■ Required action: Among the entries below, find the lines with the word "graph" and copy them.

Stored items
= Beginning of Section =
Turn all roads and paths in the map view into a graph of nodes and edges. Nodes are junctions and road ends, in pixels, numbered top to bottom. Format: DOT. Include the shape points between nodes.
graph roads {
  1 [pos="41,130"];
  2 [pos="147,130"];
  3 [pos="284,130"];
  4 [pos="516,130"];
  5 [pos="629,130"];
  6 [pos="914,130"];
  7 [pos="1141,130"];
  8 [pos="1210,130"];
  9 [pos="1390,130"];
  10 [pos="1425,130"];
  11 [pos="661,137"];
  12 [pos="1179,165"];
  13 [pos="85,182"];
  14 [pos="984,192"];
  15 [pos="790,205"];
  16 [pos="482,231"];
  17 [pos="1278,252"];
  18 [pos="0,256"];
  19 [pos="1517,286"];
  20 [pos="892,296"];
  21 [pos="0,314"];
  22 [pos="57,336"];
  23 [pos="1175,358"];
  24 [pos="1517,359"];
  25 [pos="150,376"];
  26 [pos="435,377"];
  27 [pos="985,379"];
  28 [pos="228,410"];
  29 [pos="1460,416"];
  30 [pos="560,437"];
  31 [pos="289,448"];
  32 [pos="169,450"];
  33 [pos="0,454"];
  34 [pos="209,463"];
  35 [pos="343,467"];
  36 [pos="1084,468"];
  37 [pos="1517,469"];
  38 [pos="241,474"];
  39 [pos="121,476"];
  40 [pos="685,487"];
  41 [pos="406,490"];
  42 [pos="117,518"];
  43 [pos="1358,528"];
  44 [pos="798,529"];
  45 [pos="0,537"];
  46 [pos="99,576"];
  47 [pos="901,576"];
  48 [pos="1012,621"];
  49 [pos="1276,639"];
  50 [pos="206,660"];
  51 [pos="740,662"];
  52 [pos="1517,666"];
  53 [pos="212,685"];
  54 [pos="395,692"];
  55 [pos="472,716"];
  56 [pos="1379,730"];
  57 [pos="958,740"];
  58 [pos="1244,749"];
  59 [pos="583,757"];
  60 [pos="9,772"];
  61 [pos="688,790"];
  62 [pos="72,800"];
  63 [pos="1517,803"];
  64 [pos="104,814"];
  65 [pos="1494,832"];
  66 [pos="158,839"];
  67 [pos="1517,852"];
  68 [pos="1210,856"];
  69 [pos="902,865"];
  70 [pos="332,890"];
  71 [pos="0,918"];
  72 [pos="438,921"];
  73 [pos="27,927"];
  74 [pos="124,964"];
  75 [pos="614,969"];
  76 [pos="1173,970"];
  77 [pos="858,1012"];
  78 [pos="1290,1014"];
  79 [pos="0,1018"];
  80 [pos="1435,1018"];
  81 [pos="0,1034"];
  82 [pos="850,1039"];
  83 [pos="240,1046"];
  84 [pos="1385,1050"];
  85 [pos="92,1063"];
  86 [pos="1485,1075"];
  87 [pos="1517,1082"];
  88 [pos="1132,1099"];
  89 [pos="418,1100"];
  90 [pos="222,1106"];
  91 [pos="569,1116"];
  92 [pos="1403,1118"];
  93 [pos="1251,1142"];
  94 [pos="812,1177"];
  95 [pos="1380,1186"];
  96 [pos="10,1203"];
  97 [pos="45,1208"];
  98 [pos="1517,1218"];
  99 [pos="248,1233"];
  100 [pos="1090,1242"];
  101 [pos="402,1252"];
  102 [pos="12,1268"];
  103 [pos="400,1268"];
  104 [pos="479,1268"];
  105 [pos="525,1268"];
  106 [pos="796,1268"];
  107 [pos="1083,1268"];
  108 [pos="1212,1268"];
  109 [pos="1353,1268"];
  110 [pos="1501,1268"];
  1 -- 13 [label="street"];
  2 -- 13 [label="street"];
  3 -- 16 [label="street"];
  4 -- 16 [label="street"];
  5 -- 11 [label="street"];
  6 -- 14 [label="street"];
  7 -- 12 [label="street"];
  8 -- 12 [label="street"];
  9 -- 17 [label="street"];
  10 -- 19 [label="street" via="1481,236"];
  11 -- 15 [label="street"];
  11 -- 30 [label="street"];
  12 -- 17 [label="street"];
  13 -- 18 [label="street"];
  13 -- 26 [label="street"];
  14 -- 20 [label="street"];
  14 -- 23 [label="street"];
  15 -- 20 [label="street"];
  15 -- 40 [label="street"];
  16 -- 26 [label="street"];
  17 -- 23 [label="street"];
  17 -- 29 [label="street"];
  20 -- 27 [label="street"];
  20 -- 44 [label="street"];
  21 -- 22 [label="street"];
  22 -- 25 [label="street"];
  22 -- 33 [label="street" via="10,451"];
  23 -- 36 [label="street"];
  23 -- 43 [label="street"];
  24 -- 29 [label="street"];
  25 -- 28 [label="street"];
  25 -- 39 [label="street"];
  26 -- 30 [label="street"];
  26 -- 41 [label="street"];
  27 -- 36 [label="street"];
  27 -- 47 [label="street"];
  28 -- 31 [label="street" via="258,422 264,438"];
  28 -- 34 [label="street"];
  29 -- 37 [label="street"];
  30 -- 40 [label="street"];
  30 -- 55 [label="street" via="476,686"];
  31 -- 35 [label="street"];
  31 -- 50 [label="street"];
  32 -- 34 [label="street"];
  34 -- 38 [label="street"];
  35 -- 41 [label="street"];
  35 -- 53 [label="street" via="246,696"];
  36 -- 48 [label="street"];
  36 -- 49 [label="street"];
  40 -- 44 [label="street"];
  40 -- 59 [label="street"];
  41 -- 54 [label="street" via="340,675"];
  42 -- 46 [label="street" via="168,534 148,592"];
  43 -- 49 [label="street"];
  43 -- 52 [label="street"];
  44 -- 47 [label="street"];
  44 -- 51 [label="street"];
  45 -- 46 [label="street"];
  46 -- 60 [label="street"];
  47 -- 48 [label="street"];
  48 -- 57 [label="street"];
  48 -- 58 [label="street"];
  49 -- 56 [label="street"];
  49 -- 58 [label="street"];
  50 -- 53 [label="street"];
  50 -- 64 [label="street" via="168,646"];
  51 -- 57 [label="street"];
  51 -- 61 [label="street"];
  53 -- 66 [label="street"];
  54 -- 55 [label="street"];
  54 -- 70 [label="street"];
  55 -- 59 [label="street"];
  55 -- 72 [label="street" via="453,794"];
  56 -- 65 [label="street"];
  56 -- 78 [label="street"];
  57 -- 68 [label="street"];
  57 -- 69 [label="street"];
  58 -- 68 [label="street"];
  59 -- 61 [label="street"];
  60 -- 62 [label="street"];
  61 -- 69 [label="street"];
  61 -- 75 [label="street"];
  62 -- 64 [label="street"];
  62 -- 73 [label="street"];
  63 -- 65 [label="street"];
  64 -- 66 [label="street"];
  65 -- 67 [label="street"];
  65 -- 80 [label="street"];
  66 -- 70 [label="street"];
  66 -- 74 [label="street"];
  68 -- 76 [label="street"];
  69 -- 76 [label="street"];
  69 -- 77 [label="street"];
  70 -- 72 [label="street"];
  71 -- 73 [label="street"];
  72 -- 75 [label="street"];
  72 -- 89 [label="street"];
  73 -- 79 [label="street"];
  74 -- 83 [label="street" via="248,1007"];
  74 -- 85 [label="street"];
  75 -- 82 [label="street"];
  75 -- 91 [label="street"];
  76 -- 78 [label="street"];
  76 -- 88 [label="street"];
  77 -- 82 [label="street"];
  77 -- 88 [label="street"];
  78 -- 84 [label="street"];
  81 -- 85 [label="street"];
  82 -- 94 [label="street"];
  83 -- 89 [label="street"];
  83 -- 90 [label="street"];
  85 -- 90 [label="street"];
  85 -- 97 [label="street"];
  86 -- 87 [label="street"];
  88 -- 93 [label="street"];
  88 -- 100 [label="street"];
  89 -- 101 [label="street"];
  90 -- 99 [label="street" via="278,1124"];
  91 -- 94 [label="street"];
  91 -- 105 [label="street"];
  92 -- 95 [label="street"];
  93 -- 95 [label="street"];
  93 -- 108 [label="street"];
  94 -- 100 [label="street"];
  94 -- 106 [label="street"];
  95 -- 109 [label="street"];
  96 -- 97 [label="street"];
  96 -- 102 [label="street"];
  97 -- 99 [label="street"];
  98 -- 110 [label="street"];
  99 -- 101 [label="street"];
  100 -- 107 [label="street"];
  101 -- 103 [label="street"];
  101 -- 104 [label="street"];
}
= End of Section =
■ Solution for this problem:
Turn all roads and paths in the map view into a graph of nodes and edges. Nodes are junctions and road ends, in pixels, numbered top to bottom. Format: DOT. Include the shape points between nodes.
graph roads {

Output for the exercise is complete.